Acceptance and Commitment Therapy (ACT)
This is a process of better understanding our negative feelings and emotions, but learning not to act on them.  It is a process of behaviour change, the goal of which is not necessarily "happiness" but a more positive cycle of feelings--behaviours.

Dialectical Behavioural Therapy (DBT)
DBT grew out of CBT and is designed to encourage even those who are reluctant to change their negative behavious.  The client is helped to "accept" their unhelpful behaviour, as a way of coping with life events and emotions in the short term.

Psychodynamic psychotherapy
Unlike CBT, this method stresses the importance of past events and the unconscious mind in shaping current behaviour.

Family therapy 
As the name suggests, this form of therapy involves the whole family unit.  It focuses on the "transactional" dynamics within the family.

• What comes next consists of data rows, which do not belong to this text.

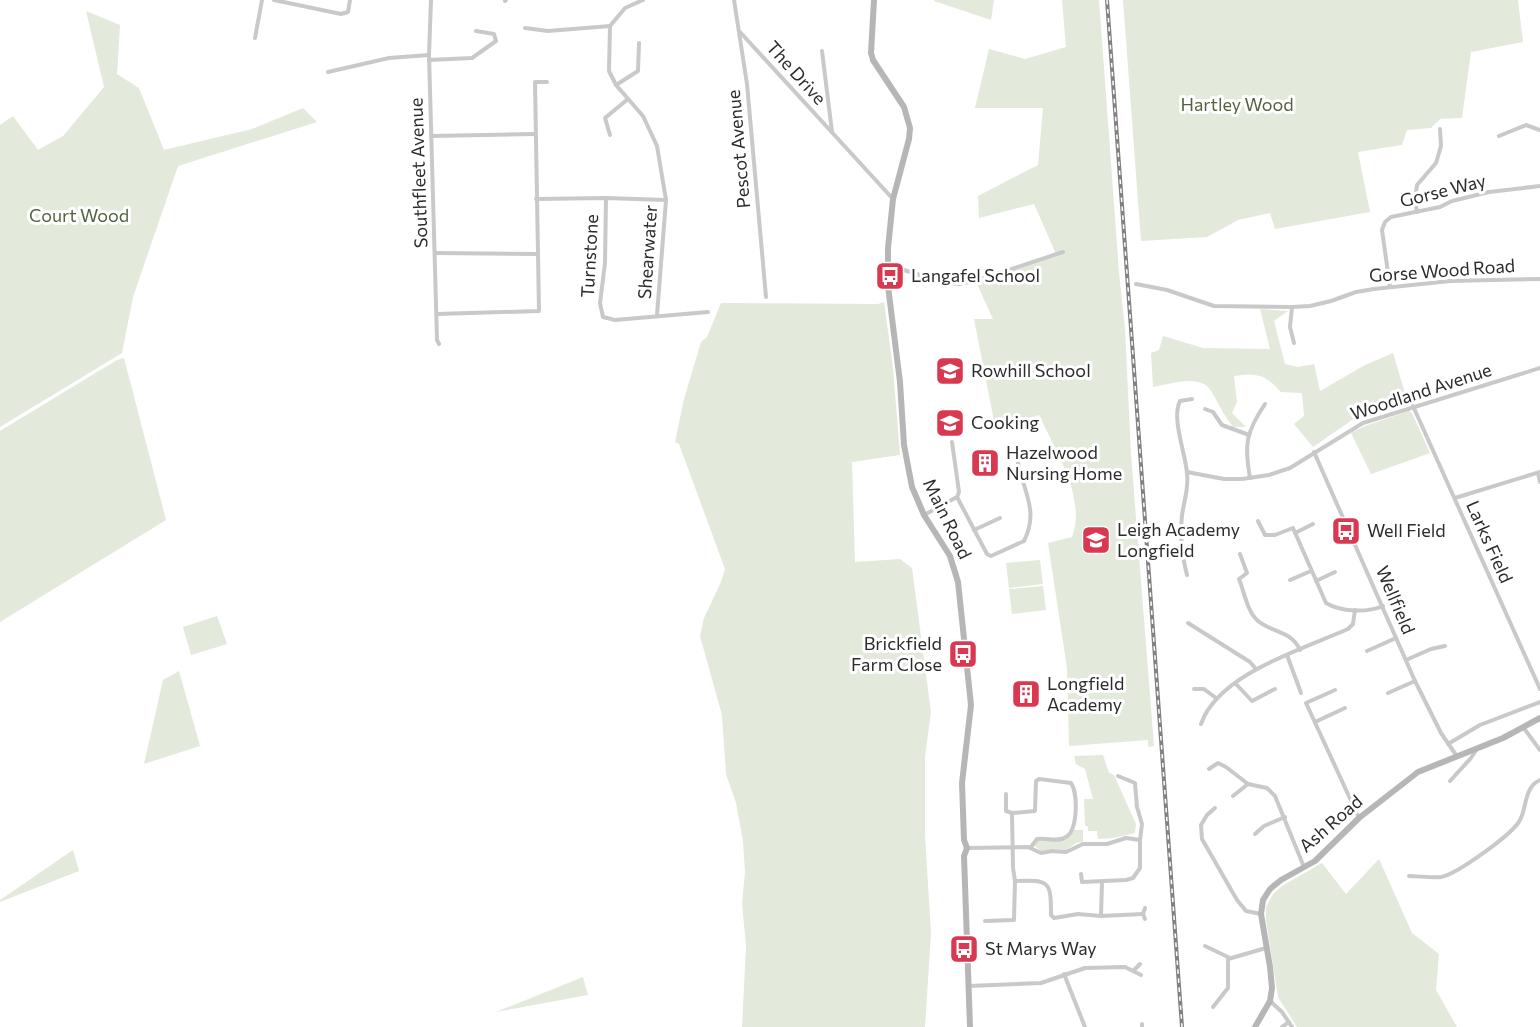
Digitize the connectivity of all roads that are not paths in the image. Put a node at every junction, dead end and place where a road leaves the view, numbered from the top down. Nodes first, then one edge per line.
1 (262, 0) edge
2 (274, 0) edge
3 (350, 0) edge
4 (431, 0) edge
5 (643, 0) edge
6 (734, 0) edge
7 (874, 0) edge
8 (610, 26) junction
9 (525, 28) dead end
10 (476, 31) dead end
11 (740, 32) junction
12 (255, 38) dead end
13 (639, 43) dead end
14 (822, 51) dead end
15 (429, 57) junction
16 (328, 72) dead end
17 (547, 82) dead end
18 (616, 86) junction
19 (628, 99) junction
20 (1440, 129) dead end
21 (1540, 130) edge
22 (832, 133) junction
23 (535, 134) junction
24 (610, 135) dead end
25 (431, 136) junction
26 (1499, 136) dead end
27 (1540, 186) edge
28 (606, 198) junction
29 (893, 199) junction
30 (536, 200) junction
31 (666, 200) junction
32 (1417, 212) junction
33 (1064, 252) dead end
34 (435, 253) junction
35 (537, 254) junction
36 (888, 265) junction
37 (1540, 279) edge
38 (1136, 284) dead end
39 (1390, 288) junction
40 (766, 297) dead end
41 (1292, 307) junction
42 (708, 312) dead end
43 (437, 314) junction
44 (657, 315) junction
45 (1294, 343) dead end
46 (439, 344) dead end
47 (1540, 369) edge
48 (1192, 399) dead end
49 (1265, 404) dead end
50 (1413, 406) junction
51 (1205, 409) dead end
52 (1249, 435) junction
53 (952, 442) dead end
54 (1314, 452) junction
55 (1018, 463) dead end
56 (1187, 472) junction
57 (1539, 473) edge
58 (1250, 477) junction
59 (1540, 482) edge
60 (957, 497) junction
61 (1455, 498) junction
62 (924, 515) junction
63 (1000, 518) dead end
64 (1258, 521) dead end
65 (1313, 524) dead end
66 (974, 530) junction
67 (1295, 533) junction
68 (1240, 554) dead end
69 (1311, 571) junction
70 (1335, 572) dead end
71 (1187, 575) dead end
72 (1290, 580) dead end
73 (1316, 581) junction
74 (1383, 606) junction
75 (1355, 610) junction
76 (1188, 623) dead end
77 (1396, 638) junction
78 (1445, 646) dead end
79 (1300, 650) junction
80 (1367, 651) dead end
81 (1287, 656) junction
82 (1406, 660) junction
83 (1256, 669) junction
84 (1416, 681) junction
85 (1235, 683) junction
86 (1194, 689) dead end
87 (1275, 689) dead end
88 (1540, 689) edge
89 (1335, 690) dead end
90 (1301, 693) dead end
91 (1388, 693) dead end
92 (1216, 698) junction
93 (1540, 702) edge
94 (1345, 708) dead end
95 (1540, 718) edge
96 (1315, 722) junction
97 (1201, 724) dead end
98 (1523, 728) junction
99 (1449, 744) junction
100 (1477, 748) junction
101 (1540, 750) edge
102 (1456, 755) junction
103 (1209, 769) dead end
104 (1118, 776) dead end
105 (1540, 780) edge
106 (1450, 781) dead end
107 (1248, 784) junction
108 (1006, 794) dead end
109 (1233, 796) dead end
110 (1215, 808) dead end
111 (1012, 813) junction
112 (1285, 817) junction
113 (1359, 818) junction
114 (1255, 834) dead end
115 (1140, 840) junction
116 (1013, 847) junction
117 (1031, 847) junction
118 (967, 848) junction
119 (1304, 867) junction
120 (1081, 874) dead end
121 (1409, 876) dead end
122 (1015, 881) junction
123 (1102, 882) junction
124 (1145, 908) dead end
125 (1261, 915) junction
126 (1101, 916) junction
127 (985, 921) dead end
128 (1205, 946) dead end
129 (1267, 948) junction
130 (1230, 958) junction
131 (1140, 964) dead end
132 (1134, 970) junction
133 (1064, 974) junction
134 (1141, 975) dead end
135 (969, 986) junction
136 (1213, 998) dead end
137 (1269, 1001) junction
138 (1217, 1003) junction
139 (1213, 1007) dead end
140 (1290, 1025) edge
141 (970, 1027) edge
142 (1085, 1027) edge
143 (1255, 1027) edge
144 (1282, 1027) edge

1 - 12 street
2 - 3 street
4 - 15 street, Southfleet Avenue
5 - 8 street
6 - 11 street, Pescot Avenue
7 - 29 main road, Main Road
8 - 9 street
8 - 18 street, Shearwater
10 - 15 street
11 - 22 street, The Drive
11 - 40 street, Pescot Avenue
13 - 18 street
14 - 22 street, The Drive
15 - 16 street
15 - 25 street, Southfleet Avenue
17 - 23 street
18 - 19 street, Shearwater
19 - 24 street
19 - 31 street, Shearwater
20 - 32 street
21 - 26 street
22 - 29 street, The Drive
23 - 25 street
23 - 30 street
25 - 34 street, Southfleet Avenue
27 - 32 street, Gorse Way
28 - 30 street
28 - 31 street
28 - 44 street, Turnstone
29 - 36 main road, Main Road
30 - 35 street
31 - 44 street, Shearwater
32 - 39 street, Gorse Way
33 - 36 street
34 - 35 street
34 - 43 street, Southfleet Avenue
35 - 43 street
36 - 62 main road, Main Road
37 - 39 street, Gorse Wood Road
38 - 41 street, Gorse Wood Road
39 - 41 street, Gorse Wood Road
41 - 45 street
42 - 44 street, Turnstone
43 - 46 street, Southfleet Avenue
47 - 50 street, Woodland Avenue
48 - 56 street
49 - 52 street
50 - 54 street, Woodland Avenue
50 - 61 street, Larks Field
51 - 52 street
52 - 58 street
53 - 60 street
54 - 58 street, Woodland Avenue
54 - 74 street, Wellfield
55 - 66 street
56 - 58 street, Woodland Avenue
56 - 71 street
57 - 59 street
57 - 61 street
60 - 62 street
60 - 66 street
61 - 88 street, Larks Field
62 - 118 main road, Main Road
63 - 66 street
64 - 67 street
65 - 67 street
67 - 69 street
68 - 79 street
69 - 72 street
69 - 73 street
70 - 73 street
73 - 75 street
74 - 75 street
74 - 77 street, Wellfield
75 - 79 street
76 - 83 street
77 - 80 street
77 - 82 street, Wellfield
78 - 82 street
79 - 81 street
81 - 83 street
81 - 90 street
82 - 84 street, Wellfield
83 - 85 street
84 - 91 street
84 - 99 street, Wellfield
85 - 87 street
85 - 92 street
86 - 92 street
89 - 96 street
92 - 97 street
93 - 99 street
94 - 96 street
95 - 98 main road, Ash Road
96 - 113 street
98 - 100 main road, Ash Road
98 - 101 street
99 - 102 street, Wellfield
100 - 102 main road, Ash Road
100 - 106 street
102 - 113 main road, Ash Road
103 - 107 street
104 - 115 street
105 - 121 street
107 - 109 street
107 - 112 street
108 - 111 street
110 - 125 street
111 - 116 street
111 - 117 street
112 - 114 street
112 - 119 street
113 - 119 main road, Ash Road
115 - 117 street
115 - 123 street
116 - 117 street
116 - 118 street
116 - 122 street
118 - 135 main road, Main Road
119 - 125 main road, Ash Road
120 - 123 street
122 - 126 street
122 - 127 street
123 - 126 street
124 - 126 street
125 - 129 main road
128 - 130 street
129 - 130 street
129 - 137 main road
130 - 138 street
131 - 132 street
132 - 133 street
132 - 134 street
133 - 135 street
133 - 142 street
135 - 141 main road, Main Road
136 - 138 street
137 - 140 street
137 - 143 main road
138 - 139 street
140 - 144 street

Eye Movement Desensitisation and Reprocessing (EMDR)
EMDR is a very specific therapy to resolve symptoms from very traumatic past events.  It works with the memory function of the brain to reprocess damaging associations.

Mindfulness-based Therapy
Mindfulness is a hugely popular therapy (and activity in general) which guides the person through various exercises in "intentionally paying attention".  It is a way of catching negative thoughts (which are not the object or sensation in which one is supposed to be focused) before they become a vicious cycle.